Control: Egress Security & Policy Enforcement
Mitigation: The attacker's ability to exfiltrate sensitive data would likely be constrained, reducing unauthorized data exposure.
The attacker's ability to alter company records and expose sensitive information would likely be constrained, reducing the overall impact of the breach.
Impact at a Glance
Affected Business Functions
- Company Registration
- Filing of Annual Returns
- Director Appointments
- Registered Office Changes
Estimated downtime: 3 days
Estimated loss: N/A
Personal identifiable information (PII) of company directors, including dates of birth, residential addresses, and company email addresses.
Recommended Actions
Key Takeaways & Next Steps
- • Implement Zero Trust Segmentation to restrict access between services and prevent unauthorized lateral movement.

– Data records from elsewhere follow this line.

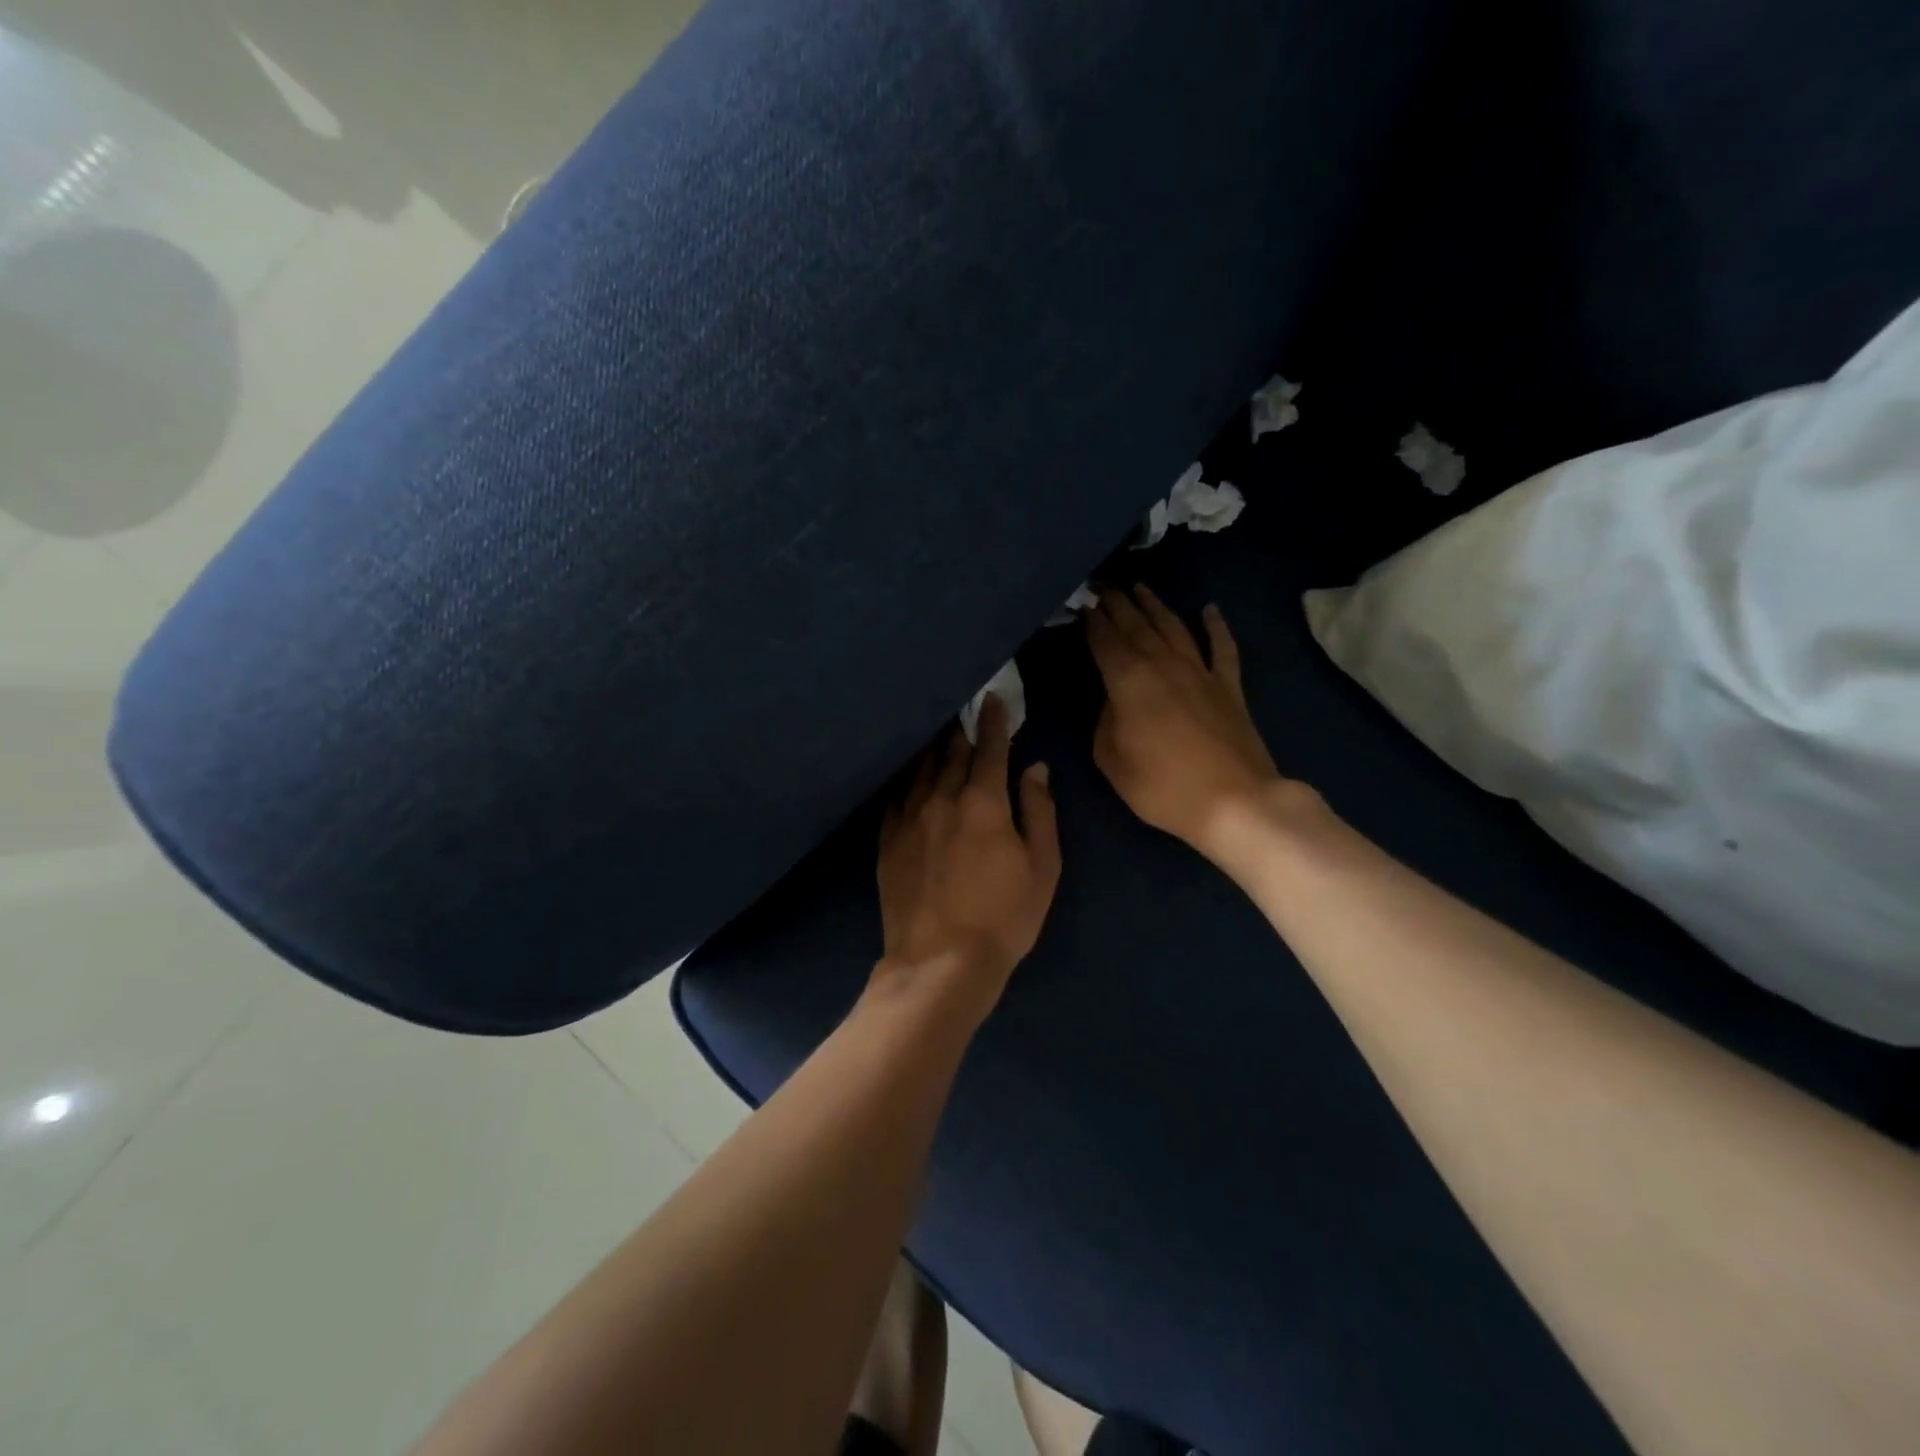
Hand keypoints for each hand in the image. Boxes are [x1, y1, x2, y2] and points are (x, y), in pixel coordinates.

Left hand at [876, 696, 1060, 1007]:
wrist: (940, 962)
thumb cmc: (1004, 917)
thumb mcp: (1042, 867)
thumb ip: (1039, 811)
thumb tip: (1034, 768)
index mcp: (982, 803)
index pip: (989, 749)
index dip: (993, 722)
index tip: (992, 699)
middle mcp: (941, 800)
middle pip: (950, 755)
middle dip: (960, 731)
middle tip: (962, 711)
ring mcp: (908, 820)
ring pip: (920, 772)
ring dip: (932, 750)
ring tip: (937, 735)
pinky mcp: (887, 843)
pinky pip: (895, 799)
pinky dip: (906, 781)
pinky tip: (907, 778)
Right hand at [1087, 586, 1295, 856]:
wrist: (1234, 801)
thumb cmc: (1162, 787)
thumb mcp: (1112, 761)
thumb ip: (1104, 724)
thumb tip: (1113, 702)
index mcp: (1128, 681)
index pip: (1104, 640)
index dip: (1091, 621)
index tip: (1081, 603)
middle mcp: (1163, 664)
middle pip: (1137, 625)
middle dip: (1117, 603)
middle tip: (1102, 585)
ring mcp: (1200, 672)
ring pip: (1174, 627)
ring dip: (1155, 605)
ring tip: (1139, 587)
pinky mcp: (1229, 687)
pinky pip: (1222, 647)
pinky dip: (1216, 626)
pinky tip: (1209, 609)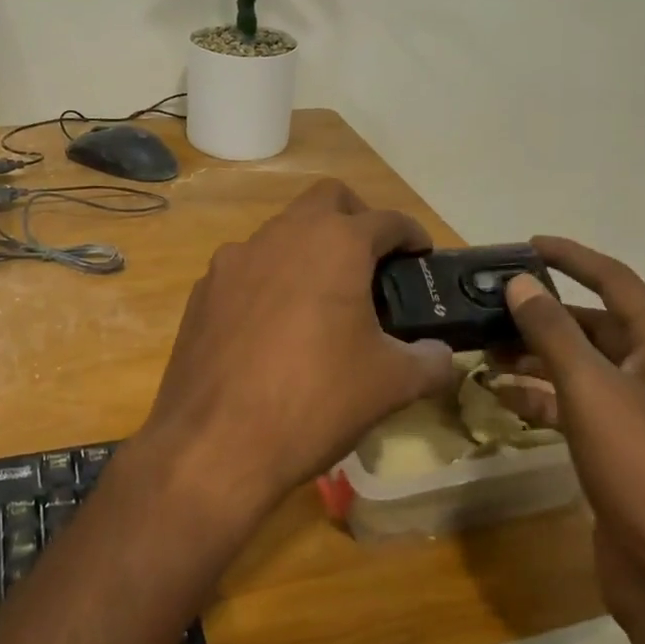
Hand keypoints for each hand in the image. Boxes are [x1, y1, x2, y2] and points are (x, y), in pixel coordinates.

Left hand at [133, 179, 455, 525]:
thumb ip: (429, 361)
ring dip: (309, 250)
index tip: (421, 255)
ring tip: (324, 301)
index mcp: (334, 243)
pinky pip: (247, 269)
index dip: (411, 234)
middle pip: (327, 200)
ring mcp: (234, 259)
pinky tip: (274, 328)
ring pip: (281, 232)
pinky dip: (269, 280)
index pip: (386, 220)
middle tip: (373, 263)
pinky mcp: (204, 290)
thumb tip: (440, 355)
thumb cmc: (315, 401)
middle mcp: (281, 236)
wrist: (214, 443)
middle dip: (357, 219)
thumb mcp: (390, 384)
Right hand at [496, 238, 644, 636]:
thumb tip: (519, 282)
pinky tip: (501, 397)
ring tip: (483, 349)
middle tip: (488, 306)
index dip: (572, 257)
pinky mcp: (620, 451)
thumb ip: (551, 330)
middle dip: (541, 315)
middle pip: (593, 325)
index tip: (527, 243)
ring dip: (534, 357)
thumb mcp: (591, 387)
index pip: (615, 281)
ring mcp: (640, 414)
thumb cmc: (644, 464)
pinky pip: (574, 407)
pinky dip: (540, 398)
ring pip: (579, 367)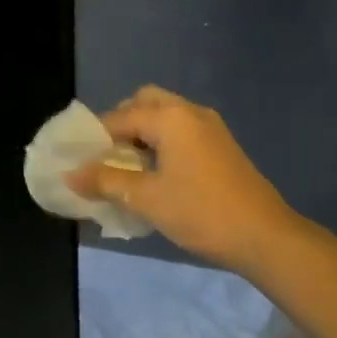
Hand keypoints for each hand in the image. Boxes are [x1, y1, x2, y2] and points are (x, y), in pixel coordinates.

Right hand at [66, 86, 298, 271]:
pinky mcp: (222, 144)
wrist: (265, 236)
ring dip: (143, 132)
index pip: (120, 116)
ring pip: (166, 114)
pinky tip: (158, 173)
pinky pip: (182, 129)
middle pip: (145, 101)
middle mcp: (190, 112)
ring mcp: (210, 127)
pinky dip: (163, 140)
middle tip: (108, 155)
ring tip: (129, 167)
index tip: (81, 160)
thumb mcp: (147, 199)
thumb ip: (106, 181)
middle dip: (122, 122)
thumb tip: (71, 175)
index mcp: (171, 117)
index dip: (96, 137)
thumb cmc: (201, 212)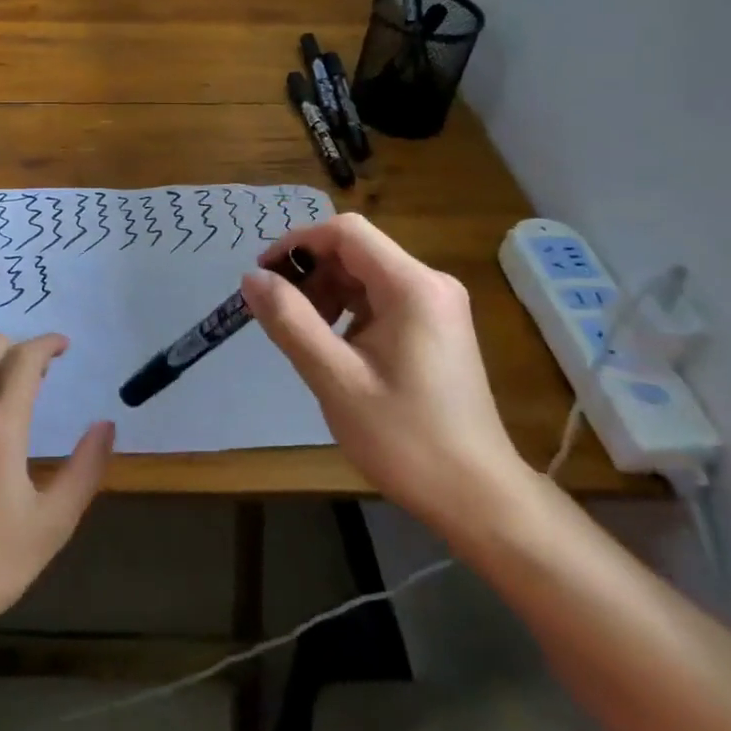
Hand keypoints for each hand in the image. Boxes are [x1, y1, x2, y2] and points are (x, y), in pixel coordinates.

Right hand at [240, 214, 527, 529]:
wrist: (478, 498)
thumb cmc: (406, 439)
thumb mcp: (336, 380)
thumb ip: (291, 322)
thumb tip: (251, 278)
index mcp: (412, 287)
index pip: (345, 232)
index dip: (298, 243)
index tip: (265, 276)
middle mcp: (430, 284)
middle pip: (356, 251)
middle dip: (310, 273)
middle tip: (278, 313)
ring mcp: (436, 306)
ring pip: (365, 275)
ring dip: (326, 293)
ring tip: (302, 335)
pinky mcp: (435, 328)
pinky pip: (379, 299)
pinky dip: (347, 311)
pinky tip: (333, 347)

- • Enhance Threat Detection & Anomaly Response capabilities to identify and respond to unusual access patterns promptly.
- • Enforce Egress Security & Policy Enforcement to monitor and control data exfiltration attempts.
- • Utilize Multicloud Visibility & Control to gain comprehensive insights into system activities and detect anomalies.
- • Regularly update and patch web applications to mitigate vulnerabilities and reduce the attack surface.